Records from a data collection
____

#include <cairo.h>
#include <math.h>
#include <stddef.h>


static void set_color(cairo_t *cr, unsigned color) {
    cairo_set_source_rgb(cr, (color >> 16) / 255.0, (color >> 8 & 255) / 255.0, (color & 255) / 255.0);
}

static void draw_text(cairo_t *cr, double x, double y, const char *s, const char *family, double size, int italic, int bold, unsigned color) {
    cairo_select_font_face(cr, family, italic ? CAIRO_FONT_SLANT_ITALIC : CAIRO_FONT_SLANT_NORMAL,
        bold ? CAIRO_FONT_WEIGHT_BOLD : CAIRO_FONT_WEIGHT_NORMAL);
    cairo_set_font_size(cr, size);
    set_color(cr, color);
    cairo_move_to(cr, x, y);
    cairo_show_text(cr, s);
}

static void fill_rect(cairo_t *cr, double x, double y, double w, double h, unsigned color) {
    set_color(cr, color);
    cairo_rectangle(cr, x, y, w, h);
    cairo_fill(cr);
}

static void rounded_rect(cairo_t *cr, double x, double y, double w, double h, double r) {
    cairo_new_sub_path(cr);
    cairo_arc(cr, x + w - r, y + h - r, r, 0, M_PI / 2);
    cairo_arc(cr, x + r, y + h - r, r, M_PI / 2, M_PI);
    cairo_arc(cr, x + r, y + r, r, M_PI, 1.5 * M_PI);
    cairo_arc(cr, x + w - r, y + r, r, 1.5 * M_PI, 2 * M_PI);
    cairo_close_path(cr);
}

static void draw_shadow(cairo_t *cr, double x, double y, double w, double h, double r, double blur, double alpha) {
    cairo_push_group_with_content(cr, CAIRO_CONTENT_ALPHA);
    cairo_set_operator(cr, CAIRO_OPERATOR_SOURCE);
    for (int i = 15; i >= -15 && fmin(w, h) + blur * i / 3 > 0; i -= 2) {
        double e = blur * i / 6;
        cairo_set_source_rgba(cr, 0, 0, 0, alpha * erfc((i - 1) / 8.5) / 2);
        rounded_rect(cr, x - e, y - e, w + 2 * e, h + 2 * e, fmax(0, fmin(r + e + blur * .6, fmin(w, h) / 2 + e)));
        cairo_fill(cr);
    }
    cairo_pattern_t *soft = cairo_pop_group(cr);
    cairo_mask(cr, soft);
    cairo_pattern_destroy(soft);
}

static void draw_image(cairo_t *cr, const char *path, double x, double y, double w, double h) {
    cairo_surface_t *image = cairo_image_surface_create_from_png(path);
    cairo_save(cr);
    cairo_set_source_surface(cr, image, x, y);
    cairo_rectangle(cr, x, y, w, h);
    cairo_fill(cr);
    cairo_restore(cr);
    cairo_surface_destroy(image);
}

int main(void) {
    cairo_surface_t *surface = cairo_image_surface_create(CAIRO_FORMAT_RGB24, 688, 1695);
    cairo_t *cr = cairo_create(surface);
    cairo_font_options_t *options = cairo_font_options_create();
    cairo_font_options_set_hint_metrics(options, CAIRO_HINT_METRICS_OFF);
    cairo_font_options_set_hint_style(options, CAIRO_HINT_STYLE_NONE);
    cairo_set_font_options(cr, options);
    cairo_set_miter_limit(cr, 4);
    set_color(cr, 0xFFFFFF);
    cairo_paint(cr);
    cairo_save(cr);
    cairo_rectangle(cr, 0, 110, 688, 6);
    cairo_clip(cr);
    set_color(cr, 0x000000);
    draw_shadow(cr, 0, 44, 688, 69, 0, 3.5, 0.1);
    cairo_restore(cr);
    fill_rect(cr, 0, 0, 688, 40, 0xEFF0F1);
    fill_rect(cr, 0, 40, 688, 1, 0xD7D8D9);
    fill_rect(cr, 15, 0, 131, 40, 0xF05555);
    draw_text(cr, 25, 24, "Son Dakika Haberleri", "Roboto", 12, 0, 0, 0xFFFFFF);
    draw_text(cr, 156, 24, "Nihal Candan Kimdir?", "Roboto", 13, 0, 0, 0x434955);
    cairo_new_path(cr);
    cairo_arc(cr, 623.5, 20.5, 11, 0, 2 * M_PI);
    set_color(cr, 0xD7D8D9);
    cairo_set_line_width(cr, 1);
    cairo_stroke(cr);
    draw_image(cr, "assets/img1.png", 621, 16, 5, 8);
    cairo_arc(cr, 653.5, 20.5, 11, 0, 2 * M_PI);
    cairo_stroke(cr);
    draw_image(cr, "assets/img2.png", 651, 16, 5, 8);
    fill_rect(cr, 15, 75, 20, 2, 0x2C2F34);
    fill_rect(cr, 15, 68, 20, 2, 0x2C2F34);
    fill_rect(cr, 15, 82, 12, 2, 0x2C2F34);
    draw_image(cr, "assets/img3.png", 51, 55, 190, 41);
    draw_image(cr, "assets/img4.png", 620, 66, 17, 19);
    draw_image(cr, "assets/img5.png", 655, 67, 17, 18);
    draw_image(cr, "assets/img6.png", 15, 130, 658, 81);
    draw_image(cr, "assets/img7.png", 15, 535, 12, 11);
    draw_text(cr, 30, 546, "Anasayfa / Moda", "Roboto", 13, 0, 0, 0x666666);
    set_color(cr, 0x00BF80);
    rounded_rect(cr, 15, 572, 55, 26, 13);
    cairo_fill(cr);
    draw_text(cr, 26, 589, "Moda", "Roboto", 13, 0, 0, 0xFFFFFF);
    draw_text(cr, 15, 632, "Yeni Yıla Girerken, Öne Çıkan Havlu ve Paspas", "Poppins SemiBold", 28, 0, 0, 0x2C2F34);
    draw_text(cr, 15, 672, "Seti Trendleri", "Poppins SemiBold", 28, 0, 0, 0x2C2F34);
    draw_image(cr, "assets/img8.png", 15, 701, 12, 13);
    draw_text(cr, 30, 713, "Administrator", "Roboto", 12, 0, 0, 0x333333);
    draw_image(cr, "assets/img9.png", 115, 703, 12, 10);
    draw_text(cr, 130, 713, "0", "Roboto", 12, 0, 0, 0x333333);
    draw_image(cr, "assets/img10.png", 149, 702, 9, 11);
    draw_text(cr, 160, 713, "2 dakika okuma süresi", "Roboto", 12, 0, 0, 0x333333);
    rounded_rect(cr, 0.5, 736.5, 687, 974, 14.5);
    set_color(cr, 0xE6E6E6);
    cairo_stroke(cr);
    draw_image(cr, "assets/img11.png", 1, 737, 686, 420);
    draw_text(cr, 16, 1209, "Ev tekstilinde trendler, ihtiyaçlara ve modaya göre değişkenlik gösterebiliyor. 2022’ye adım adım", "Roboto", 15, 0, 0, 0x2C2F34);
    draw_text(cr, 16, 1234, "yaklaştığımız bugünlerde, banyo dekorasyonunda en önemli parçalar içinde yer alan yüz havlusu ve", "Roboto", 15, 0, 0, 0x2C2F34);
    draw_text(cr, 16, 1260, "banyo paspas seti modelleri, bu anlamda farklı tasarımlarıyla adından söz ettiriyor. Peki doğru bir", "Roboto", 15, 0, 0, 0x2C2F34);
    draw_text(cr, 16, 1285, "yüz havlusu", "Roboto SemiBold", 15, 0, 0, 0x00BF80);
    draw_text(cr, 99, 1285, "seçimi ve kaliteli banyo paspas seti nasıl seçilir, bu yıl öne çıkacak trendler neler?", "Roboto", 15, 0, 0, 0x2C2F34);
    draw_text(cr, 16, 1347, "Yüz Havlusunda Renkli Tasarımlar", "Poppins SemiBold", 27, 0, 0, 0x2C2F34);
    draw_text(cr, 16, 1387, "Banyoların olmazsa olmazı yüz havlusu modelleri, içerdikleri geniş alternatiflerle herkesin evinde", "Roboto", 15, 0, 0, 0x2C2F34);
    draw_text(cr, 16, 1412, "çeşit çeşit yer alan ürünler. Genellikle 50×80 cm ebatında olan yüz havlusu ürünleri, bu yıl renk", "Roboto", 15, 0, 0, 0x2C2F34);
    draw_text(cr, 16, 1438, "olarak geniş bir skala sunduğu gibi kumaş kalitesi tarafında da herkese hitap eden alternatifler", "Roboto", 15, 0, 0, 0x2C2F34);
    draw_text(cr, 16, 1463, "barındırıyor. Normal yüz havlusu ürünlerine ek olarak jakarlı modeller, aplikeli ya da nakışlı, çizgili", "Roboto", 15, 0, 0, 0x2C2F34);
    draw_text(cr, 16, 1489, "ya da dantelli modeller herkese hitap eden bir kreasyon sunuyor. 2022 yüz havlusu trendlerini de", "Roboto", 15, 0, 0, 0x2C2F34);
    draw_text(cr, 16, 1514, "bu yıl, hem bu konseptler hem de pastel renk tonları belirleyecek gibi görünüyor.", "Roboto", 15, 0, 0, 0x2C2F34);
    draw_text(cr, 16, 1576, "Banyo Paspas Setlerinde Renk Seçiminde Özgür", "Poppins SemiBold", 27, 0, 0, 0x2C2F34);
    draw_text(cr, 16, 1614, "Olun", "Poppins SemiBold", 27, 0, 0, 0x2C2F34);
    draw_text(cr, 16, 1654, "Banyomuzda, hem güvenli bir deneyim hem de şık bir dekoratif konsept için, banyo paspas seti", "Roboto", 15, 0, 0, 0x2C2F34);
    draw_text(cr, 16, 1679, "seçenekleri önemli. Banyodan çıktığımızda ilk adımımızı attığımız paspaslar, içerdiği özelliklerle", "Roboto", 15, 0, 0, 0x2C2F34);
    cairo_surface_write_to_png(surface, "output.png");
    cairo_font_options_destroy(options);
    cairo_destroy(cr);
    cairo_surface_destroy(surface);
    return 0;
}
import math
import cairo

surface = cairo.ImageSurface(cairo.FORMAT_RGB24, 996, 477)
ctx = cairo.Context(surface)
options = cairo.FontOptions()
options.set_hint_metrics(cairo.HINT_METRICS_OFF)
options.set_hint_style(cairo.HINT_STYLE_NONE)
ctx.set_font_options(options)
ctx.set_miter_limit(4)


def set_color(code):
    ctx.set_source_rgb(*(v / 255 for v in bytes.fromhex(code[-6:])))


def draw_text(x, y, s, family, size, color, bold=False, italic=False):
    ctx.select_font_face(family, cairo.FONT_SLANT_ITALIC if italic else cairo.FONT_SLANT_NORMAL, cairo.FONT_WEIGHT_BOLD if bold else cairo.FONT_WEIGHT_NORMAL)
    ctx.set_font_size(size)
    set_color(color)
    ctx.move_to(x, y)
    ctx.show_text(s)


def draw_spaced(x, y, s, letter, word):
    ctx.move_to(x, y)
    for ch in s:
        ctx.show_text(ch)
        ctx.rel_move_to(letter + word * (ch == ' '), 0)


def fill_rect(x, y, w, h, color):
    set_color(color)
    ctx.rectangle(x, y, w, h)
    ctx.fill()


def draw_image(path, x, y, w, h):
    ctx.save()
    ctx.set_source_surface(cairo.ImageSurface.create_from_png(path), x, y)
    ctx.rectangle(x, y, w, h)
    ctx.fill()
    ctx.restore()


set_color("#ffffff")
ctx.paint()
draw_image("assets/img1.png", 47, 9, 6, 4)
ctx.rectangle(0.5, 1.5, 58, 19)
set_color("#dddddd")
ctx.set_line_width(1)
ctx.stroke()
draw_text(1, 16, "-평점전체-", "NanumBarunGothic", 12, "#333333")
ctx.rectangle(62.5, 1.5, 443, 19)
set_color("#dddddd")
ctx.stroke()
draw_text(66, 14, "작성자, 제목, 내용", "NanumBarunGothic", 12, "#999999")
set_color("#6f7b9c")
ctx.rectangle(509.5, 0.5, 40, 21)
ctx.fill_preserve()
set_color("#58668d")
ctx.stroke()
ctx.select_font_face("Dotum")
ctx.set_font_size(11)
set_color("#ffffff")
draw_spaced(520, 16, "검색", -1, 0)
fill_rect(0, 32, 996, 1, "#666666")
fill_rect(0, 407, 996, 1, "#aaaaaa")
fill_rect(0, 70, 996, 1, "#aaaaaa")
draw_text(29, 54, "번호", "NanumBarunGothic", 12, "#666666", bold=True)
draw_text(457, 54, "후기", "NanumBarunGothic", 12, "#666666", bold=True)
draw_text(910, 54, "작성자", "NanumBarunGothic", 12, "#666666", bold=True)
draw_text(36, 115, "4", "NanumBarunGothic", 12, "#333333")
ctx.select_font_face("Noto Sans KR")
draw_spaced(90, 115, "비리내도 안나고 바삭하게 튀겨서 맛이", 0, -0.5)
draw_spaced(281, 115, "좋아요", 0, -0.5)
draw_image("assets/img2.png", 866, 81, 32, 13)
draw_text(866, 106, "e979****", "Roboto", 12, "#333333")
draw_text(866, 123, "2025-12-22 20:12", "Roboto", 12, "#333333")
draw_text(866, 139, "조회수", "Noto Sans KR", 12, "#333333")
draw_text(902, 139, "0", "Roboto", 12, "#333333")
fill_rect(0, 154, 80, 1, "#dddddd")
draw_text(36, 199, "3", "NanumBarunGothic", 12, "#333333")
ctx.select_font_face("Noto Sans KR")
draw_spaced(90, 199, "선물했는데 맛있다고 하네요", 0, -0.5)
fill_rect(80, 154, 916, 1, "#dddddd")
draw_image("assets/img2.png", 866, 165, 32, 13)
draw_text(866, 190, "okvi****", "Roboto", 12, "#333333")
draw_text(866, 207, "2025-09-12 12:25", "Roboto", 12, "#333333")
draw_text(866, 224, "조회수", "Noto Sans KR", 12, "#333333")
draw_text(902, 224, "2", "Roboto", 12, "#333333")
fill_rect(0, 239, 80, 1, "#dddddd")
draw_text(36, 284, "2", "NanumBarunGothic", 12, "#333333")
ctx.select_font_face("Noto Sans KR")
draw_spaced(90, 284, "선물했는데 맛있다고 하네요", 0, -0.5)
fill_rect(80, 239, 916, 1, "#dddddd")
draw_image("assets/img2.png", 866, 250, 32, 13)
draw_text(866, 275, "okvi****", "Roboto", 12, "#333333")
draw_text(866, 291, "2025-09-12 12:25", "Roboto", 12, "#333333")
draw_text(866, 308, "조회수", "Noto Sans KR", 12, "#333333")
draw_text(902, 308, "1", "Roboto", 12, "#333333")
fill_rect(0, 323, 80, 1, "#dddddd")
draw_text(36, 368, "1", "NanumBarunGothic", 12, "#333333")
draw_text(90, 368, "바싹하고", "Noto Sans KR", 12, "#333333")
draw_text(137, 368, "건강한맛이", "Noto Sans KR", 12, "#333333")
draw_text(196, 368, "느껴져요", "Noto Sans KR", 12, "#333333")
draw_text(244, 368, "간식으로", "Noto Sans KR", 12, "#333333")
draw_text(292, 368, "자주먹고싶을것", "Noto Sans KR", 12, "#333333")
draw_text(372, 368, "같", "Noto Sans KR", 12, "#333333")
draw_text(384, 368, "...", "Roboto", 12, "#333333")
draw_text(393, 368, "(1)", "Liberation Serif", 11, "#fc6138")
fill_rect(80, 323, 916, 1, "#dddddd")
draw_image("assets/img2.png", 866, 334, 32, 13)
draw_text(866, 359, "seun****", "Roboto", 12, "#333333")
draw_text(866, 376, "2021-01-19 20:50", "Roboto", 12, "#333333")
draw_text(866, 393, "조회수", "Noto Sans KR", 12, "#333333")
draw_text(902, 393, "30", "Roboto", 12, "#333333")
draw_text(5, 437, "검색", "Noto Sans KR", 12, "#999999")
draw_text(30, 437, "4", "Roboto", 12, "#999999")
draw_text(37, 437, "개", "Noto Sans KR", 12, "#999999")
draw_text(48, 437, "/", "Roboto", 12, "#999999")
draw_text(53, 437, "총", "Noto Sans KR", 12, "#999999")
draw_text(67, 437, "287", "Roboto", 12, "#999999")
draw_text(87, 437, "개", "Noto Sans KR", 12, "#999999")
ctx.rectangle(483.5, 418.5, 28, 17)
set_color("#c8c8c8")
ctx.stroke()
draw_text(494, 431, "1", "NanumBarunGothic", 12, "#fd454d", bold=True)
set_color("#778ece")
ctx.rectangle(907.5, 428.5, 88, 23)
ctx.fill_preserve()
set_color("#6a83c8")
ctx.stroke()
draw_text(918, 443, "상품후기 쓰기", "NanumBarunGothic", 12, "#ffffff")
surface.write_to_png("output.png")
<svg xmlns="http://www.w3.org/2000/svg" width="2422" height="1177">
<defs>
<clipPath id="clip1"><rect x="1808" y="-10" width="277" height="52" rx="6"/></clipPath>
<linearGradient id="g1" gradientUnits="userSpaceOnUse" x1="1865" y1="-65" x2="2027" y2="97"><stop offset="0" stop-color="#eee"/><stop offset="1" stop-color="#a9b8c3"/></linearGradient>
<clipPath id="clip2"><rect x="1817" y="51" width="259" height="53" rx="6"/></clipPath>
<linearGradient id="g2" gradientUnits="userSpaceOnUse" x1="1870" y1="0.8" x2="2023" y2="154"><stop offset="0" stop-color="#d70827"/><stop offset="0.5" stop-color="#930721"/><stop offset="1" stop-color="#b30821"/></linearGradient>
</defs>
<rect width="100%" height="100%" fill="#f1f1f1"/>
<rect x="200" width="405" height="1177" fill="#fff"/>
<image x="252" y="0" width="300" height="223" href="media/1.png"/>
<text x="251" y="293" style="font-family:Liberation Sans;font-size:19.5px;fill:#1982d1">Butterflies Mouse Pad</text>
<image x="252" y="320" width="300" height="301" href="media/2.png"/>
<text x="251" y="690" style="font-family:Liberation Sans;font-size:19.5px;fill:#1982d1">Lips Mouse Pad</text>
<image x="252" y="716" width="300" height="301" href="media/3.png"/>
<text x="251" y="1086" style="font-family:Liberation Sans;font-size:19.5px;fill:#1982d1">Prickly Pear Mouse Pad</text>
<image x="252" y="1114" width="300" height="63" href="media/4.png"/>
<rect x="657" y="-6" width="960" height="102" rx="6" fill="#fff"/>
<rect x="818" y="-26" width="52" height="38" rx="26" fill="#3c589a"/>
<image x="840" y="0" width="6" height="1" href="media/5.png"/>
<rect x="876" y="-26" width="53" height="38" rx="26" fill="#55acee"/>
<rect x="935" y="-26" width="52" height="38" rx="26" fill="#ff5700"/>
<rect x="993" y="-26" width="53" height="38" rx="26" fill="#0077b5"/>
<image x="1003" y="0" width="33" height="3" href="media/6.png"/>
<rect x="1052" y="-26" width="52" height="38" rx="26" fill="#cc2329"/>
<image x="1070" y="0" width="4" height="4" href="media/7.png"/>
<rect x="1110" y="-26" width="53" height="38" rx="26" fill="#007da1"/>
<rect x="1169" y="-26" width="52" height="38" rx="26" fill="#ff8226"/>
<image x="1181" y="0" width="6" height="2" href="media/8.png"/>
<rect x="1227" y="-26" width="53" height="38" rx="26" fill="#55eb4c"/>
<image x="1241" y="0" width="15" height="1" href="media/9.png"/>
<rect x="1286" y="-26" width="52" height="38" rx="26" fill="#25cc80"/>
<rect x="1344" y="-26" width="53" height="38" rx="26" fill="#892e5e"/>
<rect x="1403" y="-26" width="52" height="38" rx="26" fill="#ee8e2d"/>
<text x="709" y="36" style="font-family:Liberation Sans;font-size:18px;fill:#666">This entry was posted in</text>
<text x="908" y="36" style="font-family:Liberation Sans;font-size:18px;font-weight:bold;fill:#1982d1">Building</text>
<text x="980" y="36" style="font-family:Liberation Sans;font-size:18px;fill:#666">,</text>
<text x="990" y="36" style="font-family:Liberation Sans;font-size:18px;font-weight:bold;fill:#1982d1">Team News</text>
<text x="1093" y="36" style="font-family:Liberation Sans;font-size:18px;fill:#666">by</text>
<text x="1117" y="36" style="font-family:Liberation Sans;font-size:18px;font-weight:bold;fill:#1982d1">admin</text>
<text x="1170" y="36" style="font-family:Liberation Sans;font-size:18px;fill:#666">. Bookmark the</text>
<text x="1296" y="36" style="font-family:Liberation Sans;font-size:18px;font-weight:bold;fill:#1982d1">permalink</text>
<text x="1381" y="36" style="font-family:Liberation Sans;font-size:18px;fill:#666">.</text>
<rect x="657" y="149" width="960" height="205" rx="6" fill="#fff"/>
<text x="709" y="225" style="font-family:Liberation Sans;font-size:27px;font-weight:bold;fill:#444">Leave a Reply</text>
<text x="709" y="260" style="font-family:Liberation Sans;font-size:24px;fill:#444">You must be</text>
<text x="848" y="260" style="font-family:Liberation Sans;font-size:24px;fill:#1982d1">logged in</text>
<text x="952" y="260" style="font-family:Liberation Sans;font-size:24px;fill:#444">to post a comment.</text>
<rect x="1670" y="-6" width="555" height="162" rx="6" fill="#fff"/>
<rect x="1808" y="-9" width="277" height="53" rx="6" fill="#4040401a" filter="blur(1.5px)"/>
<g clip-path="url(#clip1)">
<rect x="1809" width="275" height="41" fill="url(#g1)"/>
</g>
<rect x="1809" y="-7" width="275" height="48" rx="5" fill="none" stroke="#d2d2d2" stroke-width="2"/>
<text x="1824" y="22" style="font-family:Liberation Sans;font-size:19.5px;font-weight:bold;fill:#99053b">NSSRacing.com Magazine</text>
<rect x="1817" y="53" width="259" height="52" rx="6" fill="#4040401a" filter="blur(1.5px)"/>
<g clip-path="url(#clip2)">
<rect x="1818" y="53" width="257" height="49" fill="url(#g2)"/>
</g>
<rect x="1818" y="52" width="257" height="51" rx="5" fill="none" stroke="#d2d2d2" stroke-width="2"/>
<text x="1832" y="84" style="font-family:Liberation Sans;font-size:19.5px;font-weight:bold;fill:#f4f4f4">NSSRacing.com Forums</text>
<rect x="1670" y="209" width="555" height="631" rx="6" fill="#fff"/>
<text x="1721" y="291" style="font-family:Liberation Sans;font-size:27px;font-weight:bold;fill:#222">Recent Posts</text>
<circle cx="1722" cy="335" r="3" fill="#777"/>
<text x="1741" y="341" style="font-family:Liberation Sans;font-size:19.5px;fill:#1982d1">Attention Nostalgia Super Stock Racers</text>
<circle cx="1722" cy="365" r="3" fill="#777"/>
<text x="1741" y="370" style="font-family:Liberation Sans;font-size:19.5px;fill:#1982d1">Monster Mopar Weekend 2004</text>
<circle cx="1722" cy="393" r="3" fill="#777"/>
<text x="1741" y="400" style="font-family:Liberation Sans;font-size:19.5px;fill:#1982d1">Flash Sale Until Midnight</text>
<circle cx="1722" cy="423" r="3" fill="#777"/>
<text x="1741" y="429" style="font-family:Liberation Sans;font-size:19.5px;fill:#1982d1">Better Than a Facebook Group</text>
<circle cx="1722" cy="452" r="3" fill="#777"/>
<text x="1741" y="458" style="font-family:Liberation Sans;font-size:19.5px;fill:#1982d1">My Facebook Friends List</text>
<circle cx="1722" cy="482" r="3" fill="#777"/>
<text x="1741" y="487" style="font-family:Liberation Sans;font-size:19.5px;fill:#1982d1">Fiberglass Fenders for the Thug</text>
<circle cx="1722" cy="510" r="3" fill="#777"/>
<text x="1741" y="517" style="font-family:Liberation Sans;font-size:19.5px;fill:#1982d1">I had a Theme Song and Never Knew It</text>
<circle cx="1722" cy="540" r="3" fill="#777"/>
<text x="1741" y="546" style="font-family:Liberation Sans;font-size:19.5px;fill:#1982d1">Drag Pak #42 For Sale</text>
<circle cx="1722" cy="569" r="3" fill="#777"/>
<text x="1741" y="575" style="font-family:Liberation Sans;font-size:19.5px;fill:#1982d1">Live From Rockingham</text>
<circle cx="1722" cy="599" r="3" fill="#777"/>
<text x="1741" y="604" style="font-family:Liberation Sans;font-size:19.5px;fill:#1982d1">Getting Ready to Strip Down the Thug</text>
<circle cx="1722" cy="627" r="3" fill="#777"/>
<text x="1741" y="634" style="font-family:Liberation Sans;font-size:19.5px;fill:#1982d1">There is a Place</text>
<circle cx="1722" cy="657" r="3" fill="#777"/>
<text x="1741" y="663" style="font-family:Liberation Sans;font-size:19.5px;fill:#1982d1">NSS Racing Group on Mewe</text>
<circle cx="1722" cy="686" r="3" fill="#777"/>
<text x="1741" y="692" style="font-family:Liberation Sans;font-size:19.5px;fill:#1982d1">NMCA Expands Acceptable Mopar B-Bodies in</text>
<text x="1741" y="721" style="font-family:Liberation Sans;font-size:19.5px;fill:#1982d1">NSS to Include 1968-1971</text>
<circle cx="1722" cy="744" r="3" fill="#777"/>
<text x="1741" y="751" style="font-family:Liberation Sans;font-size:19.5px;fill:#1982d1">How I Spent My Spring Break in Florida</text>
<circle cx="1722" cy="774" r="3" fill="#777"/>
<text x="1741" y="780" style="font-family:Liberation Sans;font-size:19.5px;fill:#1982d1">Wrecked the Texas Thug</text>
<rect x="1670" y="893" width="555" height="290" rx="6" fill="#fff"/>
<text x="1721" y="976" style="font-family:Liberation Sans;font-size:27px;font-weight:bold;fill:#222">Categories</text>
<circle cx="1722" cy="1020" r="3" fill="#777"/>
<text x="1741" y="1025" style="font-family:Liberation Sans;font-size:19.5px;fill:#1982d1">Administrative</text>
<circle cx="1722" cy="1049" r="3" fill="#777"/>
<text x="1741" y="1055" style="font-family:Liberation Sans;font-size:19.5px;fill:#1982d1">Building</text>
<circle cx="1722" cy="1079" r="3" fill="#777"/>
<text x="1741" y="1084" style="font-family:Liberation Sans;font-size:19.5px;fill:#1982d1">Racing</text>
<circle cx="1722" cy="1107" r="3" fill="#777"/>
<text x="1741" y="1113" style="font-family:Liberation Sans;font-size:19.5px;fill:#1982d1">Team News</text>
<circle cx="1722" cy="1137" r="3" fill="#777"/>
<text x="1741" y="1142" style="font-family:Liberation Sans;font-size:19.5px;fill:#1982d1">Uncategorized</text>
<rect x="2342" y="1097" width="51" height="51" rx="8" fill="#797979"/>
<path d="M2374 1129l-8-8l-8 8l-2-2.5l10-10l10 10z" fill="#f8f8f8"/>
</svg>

____

Proceeding from the line containing "static void draw_image(cairo_t" through the line containing "cairo_set_miter_limit(cr, 4);", transcribe the lines above exactly, both end lines included.

- Solution to the problem
static void draw_image(cairo_t *cr, const char *path, double x, double y, double w, double h) {
    cairo_surface_t *image = cairo_image_surface_create_from_png(path);
    cairo_save(cr);
    cairo_set_source_surface(cr, image, x, y);
    cairo_rectangle(cr, x, y, w, h);
    cairo_fill(cr);
    cairo_restore(cr);
    cairo_surface_destroy(image);
}

int main(void) {
    cairo_surface_t *surface = cairo_image_surface_create(CAIRO_FORMAT_RGB24, 688, 1695);
    cairo_t *cr = cairo_create(surface);
    cairo_font_options_t *options = cairo_font_options_create();
    cairo_font_options_set_hint_metrics(options, CAIRO_HINT_METRICS_OFF);
    cairo_font_options_set_hint_style(options, CAIRO_HINT_STYLE_NONE);
    cairo_set_font_options(cr, options);
    cairo_set_miter_limit(cr, 4);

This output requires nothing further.